A new guide providing practical assistance when developing or enhancing compliance programs may help lower integrity risk, a key hurdle for some foreign investors looking to work with banks in the region.

Panama financial sector

Integrity risk is a little-known financial concept, but it is taken into account by investors when doing business with banks in Latin America and the Caribbean. A new guide, providing practical assistance when developing or enhancing compliance programs, may help to manage and lower this risk.

What is an integrity risk?

It is defined as the risk associated with misconduct, conflicts of interest and even money laundering. Failure to properly identify and manage these risks can lead to legal or regulatory sanctions, financial loss, reputational and trust loss. Failure to address this problem has consequences for business. Many lenders in Latin America and the Caribbean have experienced the loss of correspondent banking relations.

It is of utmost importance for international financial bodies and development agencies to rely on a respectful financial framework. This quality helps to achieve development objectives. Financial institutions have the capillarity to reach different economic sectors and segments that multilateral lenders would not be able to reach by its own, thus, they play a catalytic role in the transition towards sustainable, just, and resilient economies and societies.

This is the reason why, in 2022, IDB and IDB Invest partnered with the Superintendency of Banks of Panama, the Banking Association of Panama and Miller & Chevalier to develop Integrity Guides specifically for banks in Panama.

For the IDB Group, this guide is the result of a meticulous strategic selectivity process — to establish partnerships with key financial intermediaries and players in Latin America and help channel financial resources and non-financial services to traditionally unattended segments and vulnerable populations. According to our approach, close collaboration and coordination between the public and private sector increases the chances of success.

In fact, from the outset, both the Banks´ Superintendency of Panama and the Banking Association of Panama worked together with the IDB Group for the development of the Integrity Guides. The message is clear: even though they are not mandated, financial institutions in Panama may benefit from referencing the Integrity Guides as a resource as they continue to develop and enhance their compliance programs.
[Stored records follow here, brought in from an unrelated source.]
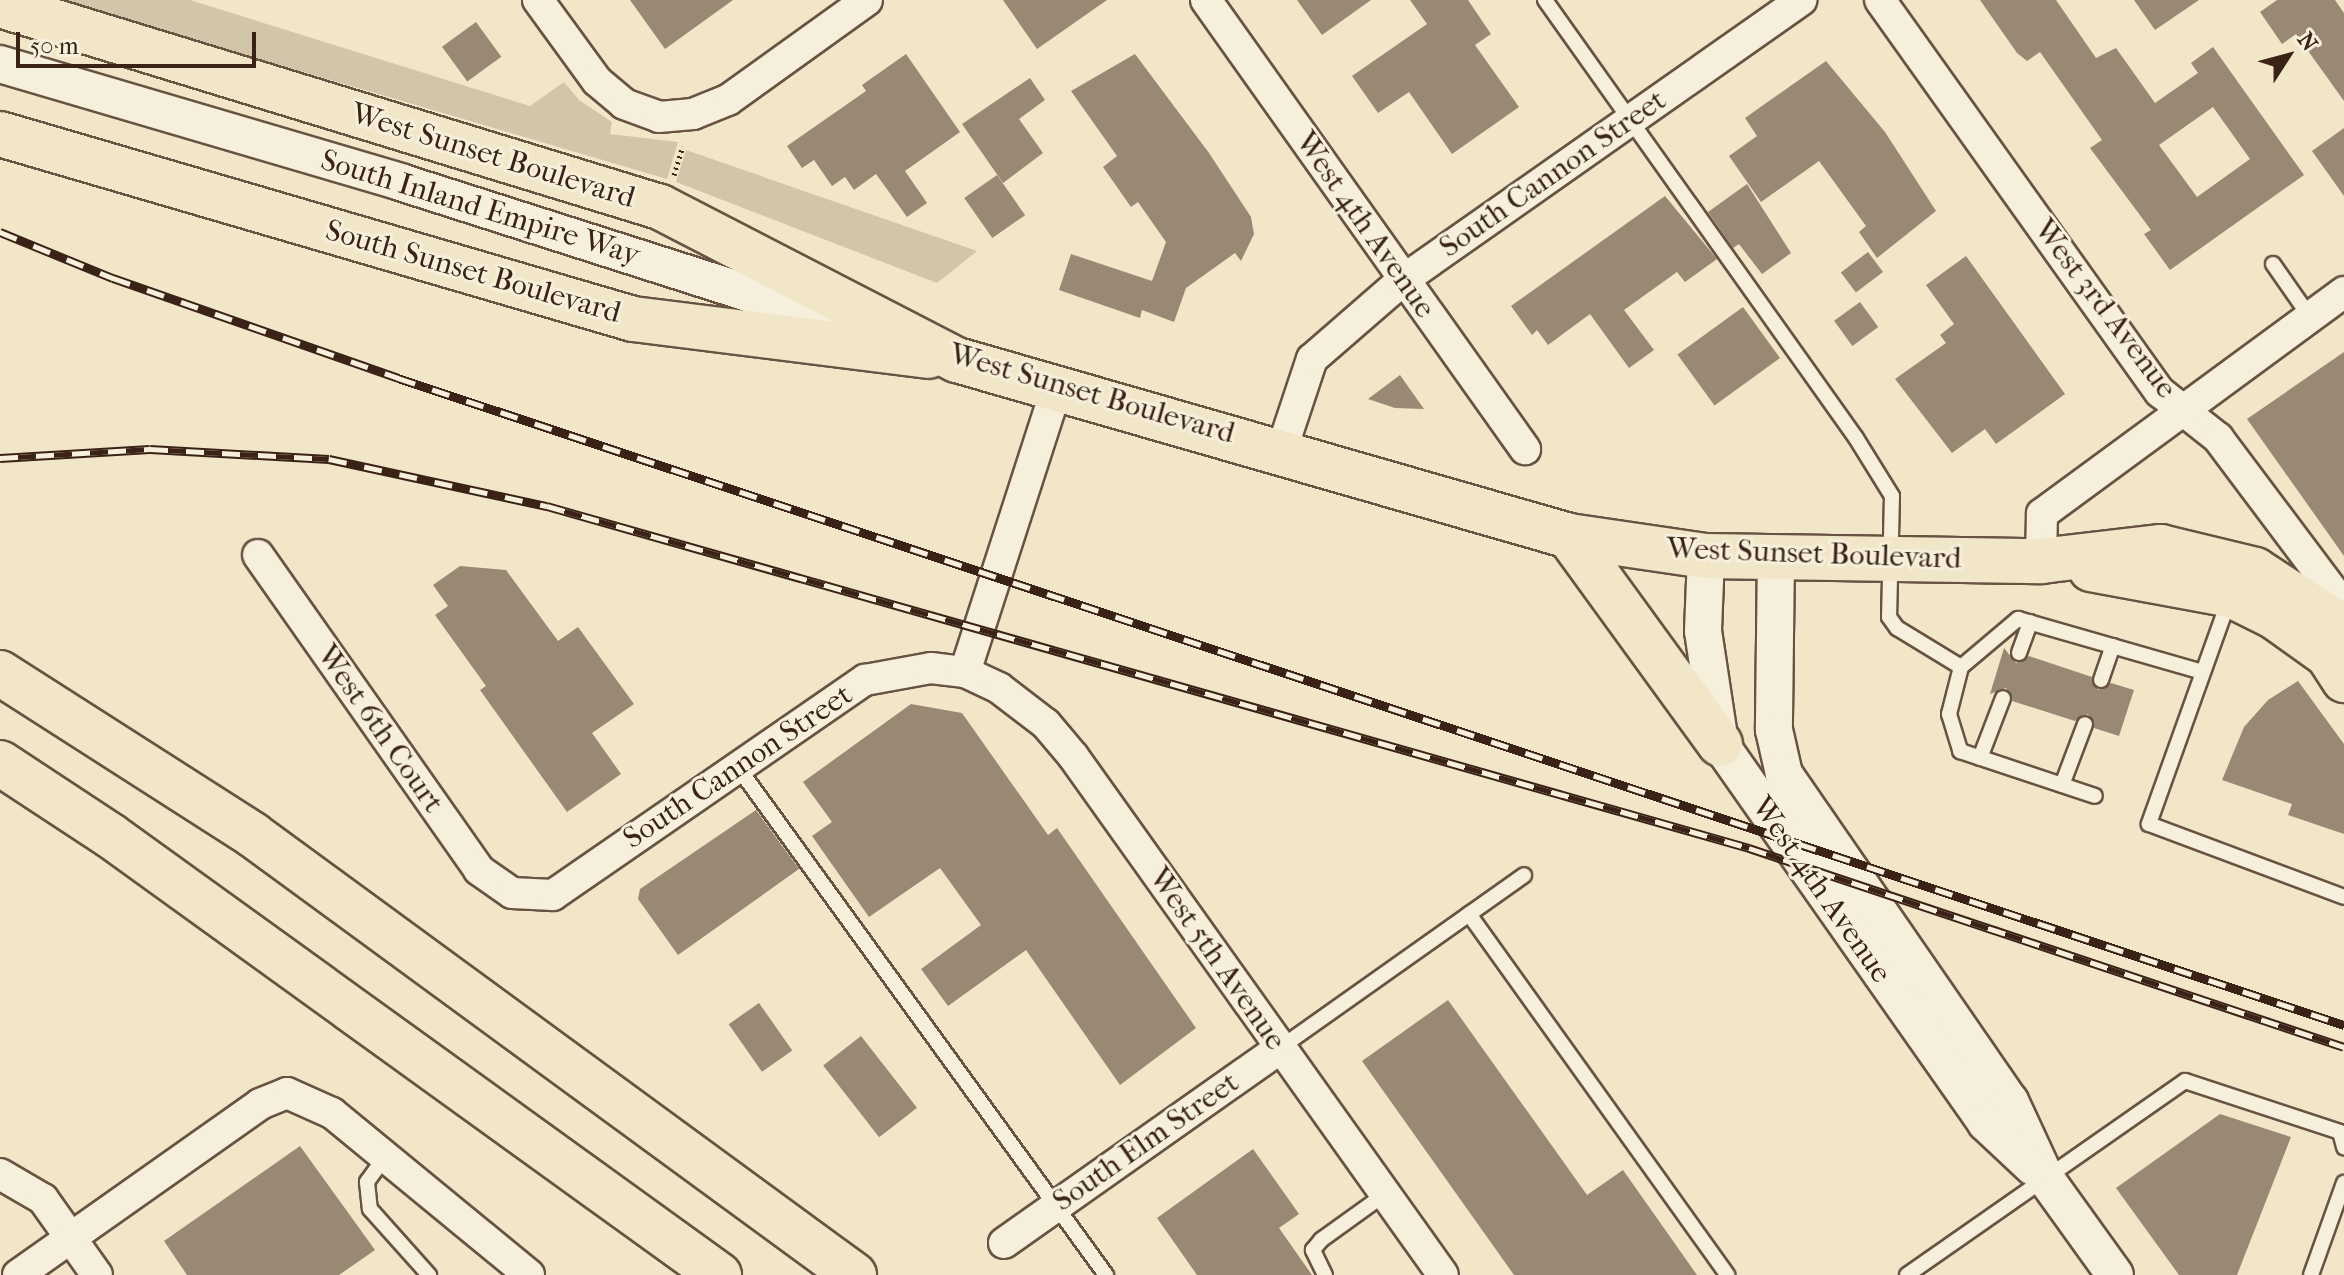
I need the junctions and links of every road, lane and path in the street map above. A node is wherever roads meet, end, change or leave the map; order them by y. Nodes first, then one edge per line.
1 (538, 0) edge
2 (867, 0) edge
3 (1206, 0) edge
4 (1545, 0) edge
5 (1801, 0) edge
6 (1880, 0) edge
7 (0, 5) edge
8 (0, 64) edge
9 (1629, 119) junction
10 (0, 134) edge
11 (685, 140) dead end
12 (671, 184) dead end
13 (2273, 264) dead end
14 (1403, 280) junction
15 (2344, 292) edge
16 (2310, 317) junction
17 (957, 360) junction
18 (1057, 388) junction
19 (2183, 410) junction
20 (1282, 449) junction
21 (1525, 449) dead end
22 (1569, 536) junction
23 (258, 555) dead end
24 (1776, 555) junction
25 (1706, 556) junction
26 (1889, 559) junction
27 (2041, 561) junction
28 (2231, 595) junction
29 (2344, 606) edge
30 (2030, 622) junction
31 (2344, 628) edge
32 (2113, 646) junction
33 (2019, 653) dead end
34 (1961, 667) junction
35 (965, 672) junction
36 (2203, 672) junction
37 (0, 673) edge
38 (2101, 680) dead end
39 (2344, 680) edge
40 (2003, 698) dead end
41 (2085, 724) dead end
42 (1720, 744) junction
43 (1980, 758) junction
44 (0, 763) edge
45 (737, 766) junction
46 (2062, 785) junction
47 (2095, 796) dead end
48 (1524, 875) dead end
49 (512, 893) joint
50 (2344, 897) edge
51 (1469, 914) junction
52 (1280, 1048) junction
53 (2344, 1147) edge
54 (385, 1157) junction
55 (0, 1174) edge
56 (2046, 1179) junction
57 (2344, 1183) edge
58 (1385, 1194) junction
59 (1055, 1207) junction
60 (71, 1237) junction
61 (1004, 1243) dead end
62 (18, 1275) edge
63 (97, 1275) edge
64 (429, 1275) edge
65 (529, 1275) edge
66 (719, 1275) edge
67 (854, 1275) edge
68 (1106, 1275) edge
69 (1325, 1275) edge
70 (1443, 1275) edge
71 (1727, 1275) edge
72 (1907, 1275) edge
73 (2115, 1275) edge
74 (2311, 1275) edge

1 - 2 street
3 - 14 street, West 4th Avenue
4 - 9 lane
5 - 9 street, South Cannon Street
6 - 19 street, West 3rd Avenue
7 - 17 main road, West Sunset Boulevard
8 - 17 street, South Inland Empire Way
9 - 14 street, South Cannon Street
9 - 26 lane
10 - 17 main road, South Sunset Boulevard
11 - 12 path
13 - 16 lane
14 - 20 street, South Cannon Street
14 - 21 street, West 4th Avenue
15 - 16 street
16 - 19 street
17 - 18 main road, West Sunset Boulevard
18 - 20 main road, West Sunset Boulevard
18 - 35 street
19 - 27 street
19 - 29 street, West 3rd Avenue
20 - 22 main road, West Sunset Boulevard
22 - 25 main road, West Sunset Boulevard
22 - 42 main road
23 - 49 street, West 6th Court
24 - 25 main road, West Sunset Boulevard
24 - 26 main road, West Sunset Boulevard
24 - 56 street, West 4th Avenue
25 - 42 street, West 4th Avenue
26 - 27 main road, West Sunset Boulevard
26 - 34 lane
27 - 28 main road, West Sunset Boulevard
27 - 31 main road, West Sunset Boulevard
28 - 36 lane
28 - 39 main road, West Sunset Boulevard
30 - 32 lane
30 - 33 lane
30 - 34 lane
32 - 36 lane
32 - 38 lane
34 - 43 lane
35 - 45 street, South Cannon Street
35 - 52 street, West 5th Avenue
36 - 50 lane
37 - 67 main road
40 - 43 lane
41 - 46 lane
42 - 56 street, West 4th Avenue
43 - 46 lane
44 - 66 main road
45 - 49 street, South Cannon Street
45 - 59 lane
46 - 47 lane
48 - 51 lane, South Elm Street
51 - 52 lane, South Elm Street
51 - 71 lane
52 - 58 street, West 5th Avenue
52 - 59 street, South Elm Street
53 - 56 lane
54 - 60 street
54 - 64 lane
54 - 65 street
55 - 60 street
56 - 72 lane
56 - 73 street, West 4th Avenue
57 - 74 lane
58 - 69 lane
58 - 70 street, West 5th Avenue
59 - 61 street, South Elm Street
59 - 68 lane
60 - 62 street
60 - 63 street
The benefits to the banking sector of relying on the Integrity Guides are far-reaching and include reputational, operational, and financial benefits.

The IDB Group, through collaborations with the public sector, helps not only banks on an individual level, but also through the development of frameworks which can be adopted at a macro level and can help strengthen the practices and general regulatory environment.

Why is Panama a strategic partner to establish the Integrity Guides?

Panama is a major international financial center. Its banking sector leads the international stage. At the same time, this global exposure places financial entities in front of cross-border risks that require them to permanently improve their compliance systems in order to comply with international standards. In the specific case of Panama, the country had already taken steps to address and implement anti-money laundering compliance programs. The working group involving the IDB Group and its partners looked to complement these capabilities by addressing anti-corruption compliance risks and the controls required.

Infographic about how to develop integrity guides

How did we go about preparing the Integrity Guides in Panama?

The process of developing the Integrity Guides included the following phases:   

  1. Reviewing universally recognized and accepted international compliance guidance.
  2. Interviewing key compliance personnel across an illustrative cross-section of banks and financial institutions in Panama.
  3. Analysis of information gathered.
  4. Drafting and revising the proposed Integrity Guide.
  5. Conducting trainings and in-person roundtables with representatives of various banks to discuss the Integrity Guide and the nuts and bolts of implementing the key components of the guide.

This resulted in a tailored and practical document that considered the challenges that banks faced based on their nature (e.g., small and medium sized banks vs. larger institutions) providing flexible guidance and describing how an institution can set up a compliance program best suited to its particular risks and needs. The Guide was hailed by the local press, stressing  the importance of corporate compliance programs.

These guidelines complement existing compliance programs, serving as an important tool to enhance its practices, including several real-life examples of compliance concerns that banks are currently facing. Finally, the Integrity Guide does not dictate the ways in which banks must implement a compliance program; instead, it anticipates flexibility and addresses various ways in which banks may be able to implement a compliance program in light of their operational and risk profiles.

The elaboration of the integrity guides not only sent a clear message regarding Panama’s commitment to adhere to best practices and international standards, but it also provided practical assistance to address integrity risks. Panama is likely the first of several countries in the region adopting such a guide. The IDB Group will look forward to replicating this exercise with other regulators among its member countries across various industries, addressing key components of an integrity guide and providing tailored recommendations and solutions.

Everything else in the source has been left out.